For access to the Web-UIs of Nifi and MinIO, the external server adresses of the Load Balancer Services can be viewed with the following command

kubectl get svc nifi-lb -n eqms-nifi -o jsonpath='{.status.loadBalancer.ingress[0].ip}'
kubectl get svc minio-console-lb -n eqms-minio -o jsonpath='{.status.loadBalancer.ingress[0].ip}'

6. Access the Web-UIs

Now the Web interfaces of the different applications can be reached over when entering the following adresses in your web browser:

ServiceURLDefault usernameDefault. password
ArgoCDhttp://localhost:8080admin<from step 3>
Supersethttp://localhost:8088adminadmin
MinIOhttp://<minio-adress-from-step-5>miniochange-me
Nifihttp://<nifi-adress-from-step-5>:8081/nifino login required

The system will automatically fetch data from the USGS Rest-API once an hour. 

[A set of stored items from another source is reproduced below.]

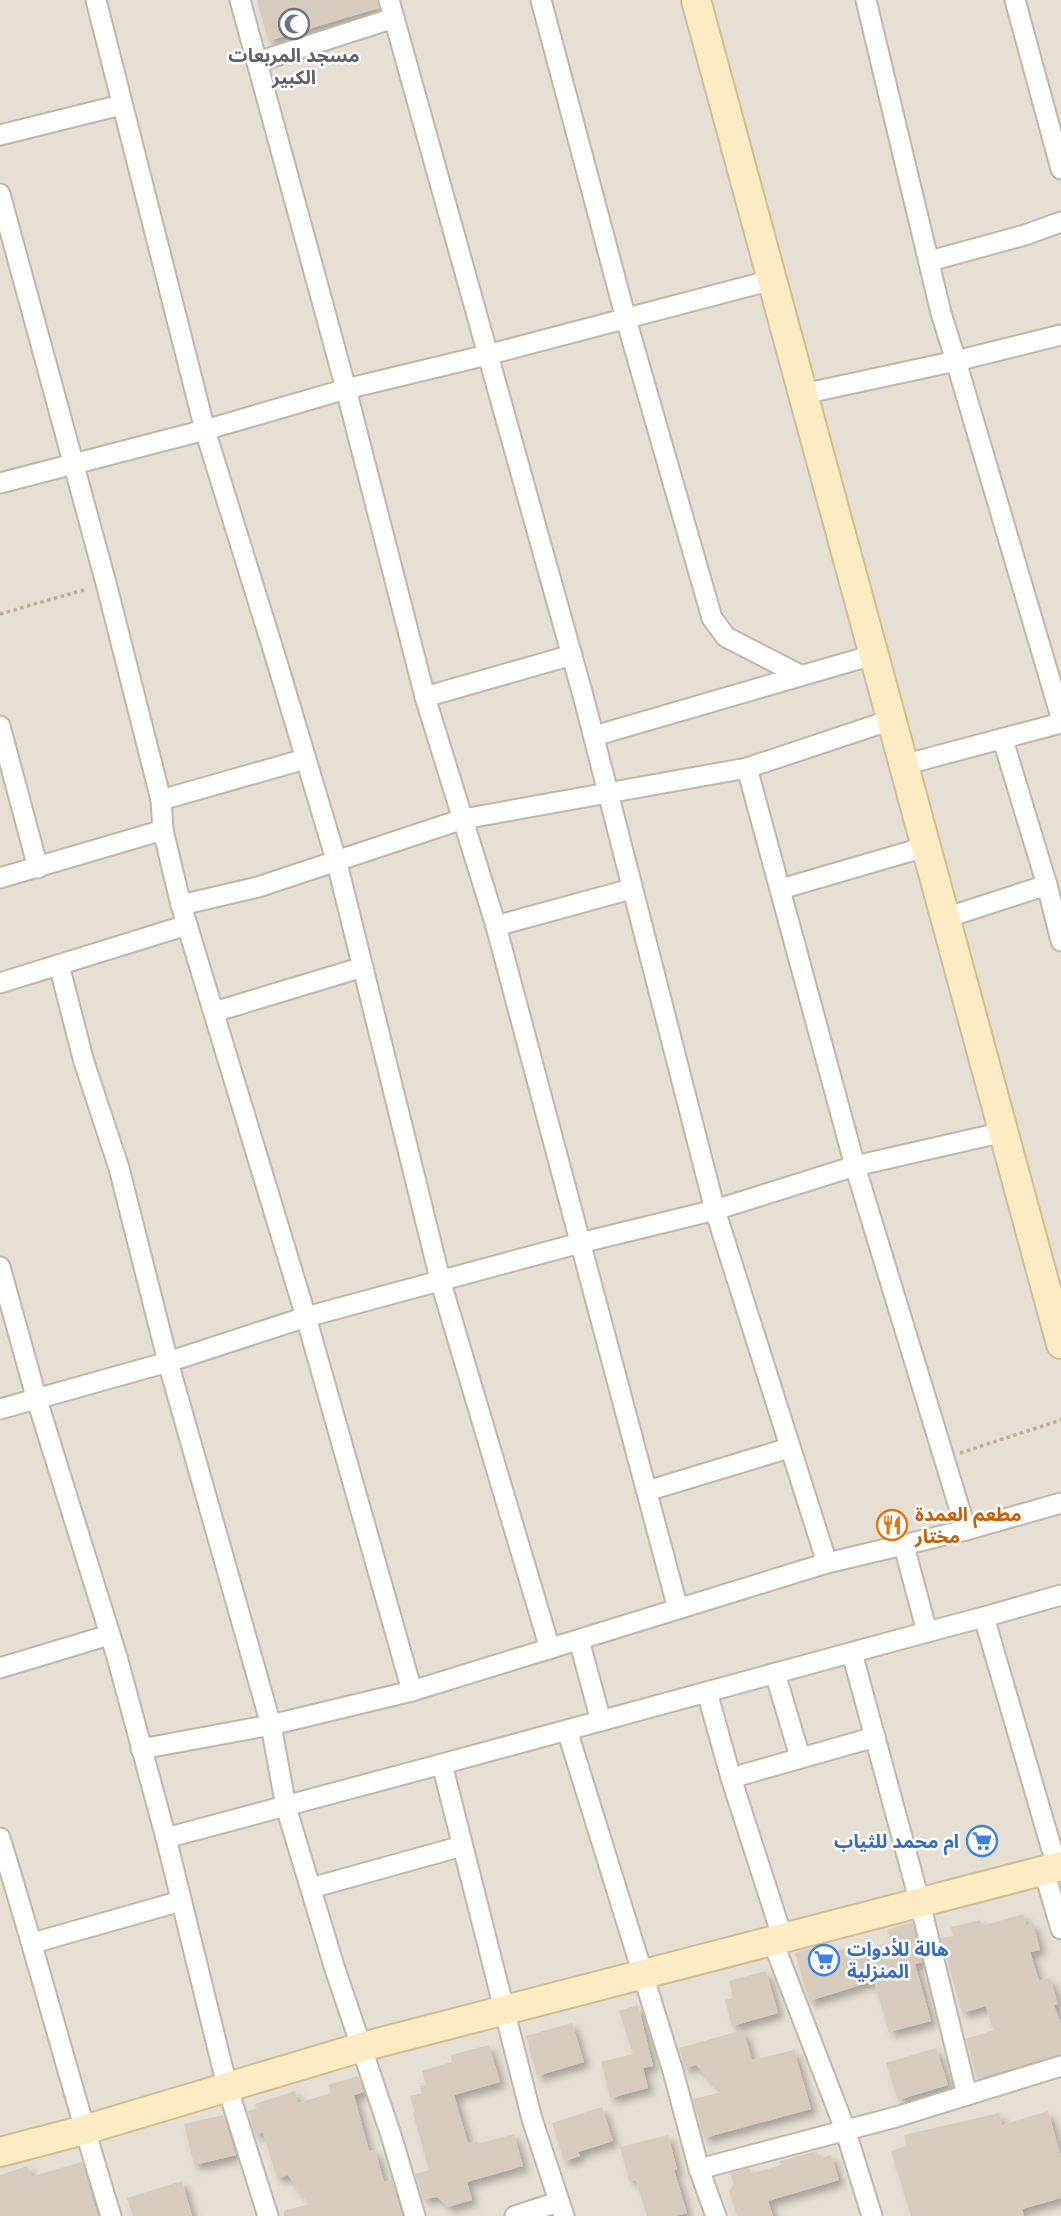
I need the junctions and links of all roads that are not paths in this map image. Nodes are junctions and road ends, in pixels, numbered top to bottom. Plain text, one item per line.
1 (96, 0) edge
2 (240, 0) edge
3 (541, 0) edge
4 (696, 0) edge
5 (866, 0) edge
6 (1015, 0) edge
7 (392, 9) edge
8 (257, 62) junction
9 (121, 105) junction
10 (0, 135) edge
11 (1061, 169) edge
12 (0, 194) edge
13 (1061, 222) edge
14 (930, 261) junction
15 (772, 280) junction
16 (626, 319) junction
17 (1061, 335) edge
18 (487, 355) junction
19 (956, 361) junction
20 (346, 389) junction
21 (803, 394) junction
22 (205, 430) junction
23 (73, 464) junction
24 (0, 483) edge
25 (572, 655) junction
26 (873, 655) junction
27 (800, 675) junction
28 (425, 697) junction
29 (1061, 717) edge
30 (891, 720) junction
31 (1061, 723) edge
32 (0, 726) edge
33 (594, 736) junction
34 (1003, 740) junction
35 (4, 753) edge
36 (305, 760) junction
37 (903, 765) junction
38 (747, 768) junction
39 (609, 794) junction
40 (161, 800) junction
41 (463, 820) junction
42 (163, 830) junction
43 (925, 847) junction
44 (337, 863) junction
45 (38, 868) junction
46 (0, 878) edge
47 (1047, 885) junction
48 (631, 889) junction
49 (781, 889) junction
50 (181, 905) junction
51 (945, 918) junction
52 (187, 925) junction
53 (496, 926) junction
54 (1061, 942) edge
55 (59, 965) junction
56 (363, 967) junction
57 (0, 983) edge
58 (214, 1012) junction
59 (1004, 1132) junction
60 (855, 1166) junction
61 (715, 1210) junction
62 (580, 1243) junction
63 (0, 1267) edge
64 (441, 1283) junction
65 (1054, 1288) edge
66 (306, 1317) junction
67 (1061, 1344) edge
68 (168, 1362) junction
69 (37, 1400) junction
70 (0, 1409) edge
71 (789, 1448) junction
72 (647, 1491) junction
73 (1061, 1503) edge
74 (966, 1530) junction
75 (904, 1546) junction
76 (827, 1563) junction
77 (1061, 1595) edge
78 (678, 1609) junction
79 (984, 1617) junction
80 (927, 1632) junction
81 (109, 1635) junction
82 (579, 1640) junction
83 (550, 1649) junction
84 (852, 1653) junction
85 (0, 1668) edge
86 (775, 1674) junction
87 (412, 1691) junction
88 (707, 1692) junction
89 (601, 1721) junction
90 (271, 1725) junction
91 (567, 1730) junction
92 (875, 1737) junction
93 (141, 1749) junction
94 (800, 1757) junction
95 (442, 1765) junction
96 (732, 1778) junction
97 (286, 1807) junction
98 (0, 1838) edge
99 (166, 1838) junction
100 (462, 1846) junction
101 (1054, 1868) edge
102 (311, 1888) junction
103 (181, 1901) junction
104 (920, 1903) junction
105 (1061, 1929) edge
106 (778, 1940) junction
107 (33, 1943) junction
108 (644, 1976) junction
109 (504, 2011) junction
110 (362, 2047) junction
111 (1061, 2066) edge
112 (227, 2086) junction
113 (967, 2095) junction
114 (845, 2129) junction
115 (84, 2130) junction
116 (0, 2152) edge
117 (699, 2169) junction
118 (561, 2209) edge
119 (111, 2216) edge
120 (268, 2216) edge
121 (415, 2216) edge
122 (515, 2216) edge
123 (716, 2216) edge
124 (872, 2216) edge

1 - 9 street
2 - 8 street
3 - 16 street
4 - 15 street
5 - 14 street
6 - 11 street
7 - 8 street
7 - 18 street
8 - 20 street
9 - 10 street
9 - 22 street
12 - 23 street
13 - 14 street
14 - 19 street
15 - 16 street
15 - 21 street
16 - 18 street
16 - 27 street
17 - 19 street
18 - 20 street
18 - 25 street
19 - 21 street
19 - 29 street
20 - 22 street
20 - 28 street
21 - 26 street
22 - 23 street
22 - 36 street
23 - 24 street
23 - 40 street
25 - 28 street
25 - 33 street
26 - 27 street
26 - 30 street
27 - 33 street
28 - 41 street
30 - 37 street
30 - 38 street
31 - 34 street
32 - 35 street
33 - 39 street
34 - 37 street
34 - 47 street
35 - 45 street
36 - 40 street
36 - 44 street
37 - 43 street
38 - 39 street
38 - 49 street
39 - 41 street
39 - 48 street
40 - 42 street
41 - 44 street
41 - 53 street
42 - 45 street
42 - 50 street
43 - 49 street
43 - 51 street
44 - 50 street
44 - 56 street
45 - 46 street
47 - 51 street
47 - 54 street
48 - 53 street
48 - 61 street
49 - 60 street
50 - 52 street
51 - 59 street
52 - 55 street
52 - 58 street
53 - 62 street
55 - 57 street
55 - 68 street
56 - 58 street
56 - 64 street
58 - 66 street
59 - 60 street
59 - 65 street
60 - 61 street
60 - 74 street
61 - 62 street
61 - 71 street
62 - 64 street
62 - 72 street
63 - 69 street
64 - 66 street
64 - 83 street
65 - 67 street
66 - 68 street
66 - 87 street
68 - 69 street
68 - 90 street
69 - 70 street
69 - 81 street
71 - 72 street
71 - 76 street
72 - 78 street
73 - 74 street
74 - 75 street
75 - 76 street
75 - 80 street
76 - 78 street
77 - 79 street
78 - 82 street
79 - 80 street
79 - 101 street
80 - 84 street
81 - 85 street
81 - 93 street
82 - 83 street
82 - 89 street
83 - 87 street
84 - 86 street
84 - 92 street
86 - 88 street
86 - 94 street
87 - 90 street
88 - 89 street
88 - 96 street
89 - 91 street
90 - 93 street
90 - 97 street
91 - 95 street
91 - 108 street
92 - 94 street
92 - 104 street
93 - 99 street
94 - 96 street
95 - 97 street
95 - 100 street
96 - 106 street
97 - 99 street
97 - 102 street
98 - 107 street
99 - 103 street
100 - 102 street
100 - 109 street
101 - 104 street
101 - 105 street
102 - 110 street
103 - 107 street
103 - 112 street
104 - 106 street
104 - 113 street
106 - 108 street
106 - 114 street
107 - 115 street
108 - 109 street
108 - 117 street
109 - 110 street
109 - 118 street
110 - 112 street
110 - 121 street
111 - 113 street
112 - 115 street
112 - 120 street
113 - 114 street
114 - 117 street
114 - 124 street
115 - 116 street
115 - 119 street
117 - 123 street
118 - 122 street

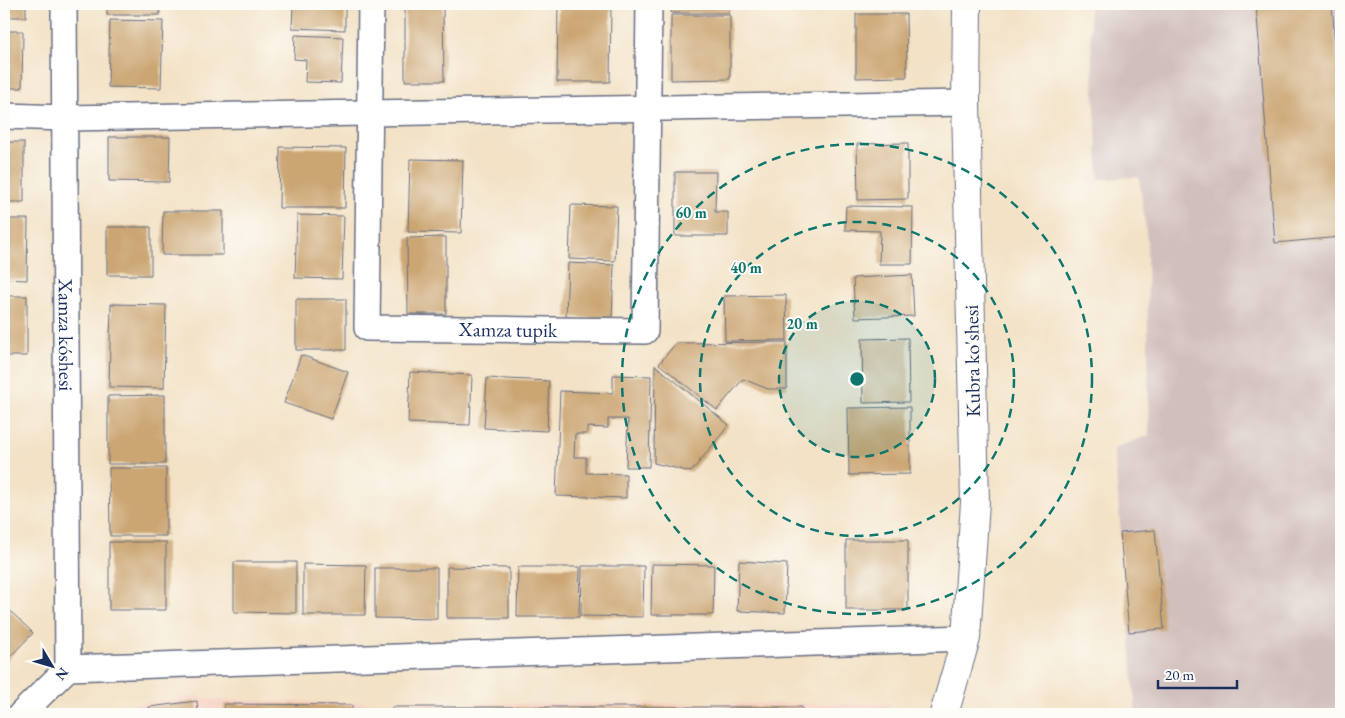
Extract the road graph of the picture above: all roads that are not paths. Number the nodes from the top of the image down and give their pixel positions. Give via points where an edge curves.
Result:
1 (64, 4) edge
2 (370, 4) edge
3 (650, 4) edge
4 (967, 4) edge
5 (966, 103) junction
6 (649, 108) junction
7 (370, 113) junction
8 (4, 116) edge
9 (65, 118) junction
10 (966, 638) junction
11 (68, 668) junction
12 (21, 714) edge
13 (944, 714) edge

1 - 9 street, Xamza kóshesi
2 - 7 street, Xamza tupik
3 - 6 street, Xamza tupik
4 - 5 main road, Kubra ko'shesi
5 - 6 street
5 - 10 main road, Kubra ko'shesi via 975,502
6 - 7 street
6 - 7 street, Xamza tupik via 645,331 367,328
7 - 9 street
8 - 9 street
9 - 11 street, Xamza kóshesi
10 - 11 street
10 - 13 main road, Kubra ko'shesi
11 - 12 street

NOTE: Web interfaces like the one from Superset can only be used once the automatic initialization (such as the ‘superset-dashboard-init’ job) is completed!

Preview of the EQMS Applications

In this section, the interfaces of the applications that will be used later are shown and briefly explained.

Starting with the Apache NiFi interface. Here, processors can be added or removed using drag-and-drop, which are designed to manipulate and forward data to other applications.

The data flow for fetching the Rest-Api
The data flow for fetching the Rest-Api

For example, the data flow within the API processor group “API_USGS,” which cyclically retrieves data from the USGS API using the “FetchAPI_USGS” processor and sends it to the kafka broker where it’s buffered before saving it to the MinIO object storage.

The MinIO Bucket storing data for further analysis
The MinIO Bucket storing data for further analysis
The dashboard in Superset that contains several diagrams
The dashboard in Superset that contains several diagrams

After the GeoJson data has been inserted into the Delta Table using Spark, it can be visualized by Superset. For this purpose, Superset uses the SQL engine Trino to query the data from the table as efficiently as possible. 

Conclusion

In this blog post, we introduced an on-premises Lakehouse designed to function as an earthquake monitoring system, capable of collecting, storing, and visualizing seismic data. Earthquake analysis remains an enduring and vital field, with modern data processing playing a pivotal role in advancing our understanding. Moreover, the underlying system for this earthquake monitoring is open source and can serve as a solid foundation for projects in various domains. With proven applications seamlessly integrated, it operates reliably and efficiently. Thanks to its modular architecture, it can be easily expanded.

We also delved into the system’s underlying microservices architecture, which, in conjunction with Kubernetes, provides scalability and fault tolerance. In the subsequent hands-on section, we provided a step-by-step guide for setting up and experimenting with the EQMS system on a Kubernetes cluster. The system can be extended and distributed as a foundation for new software.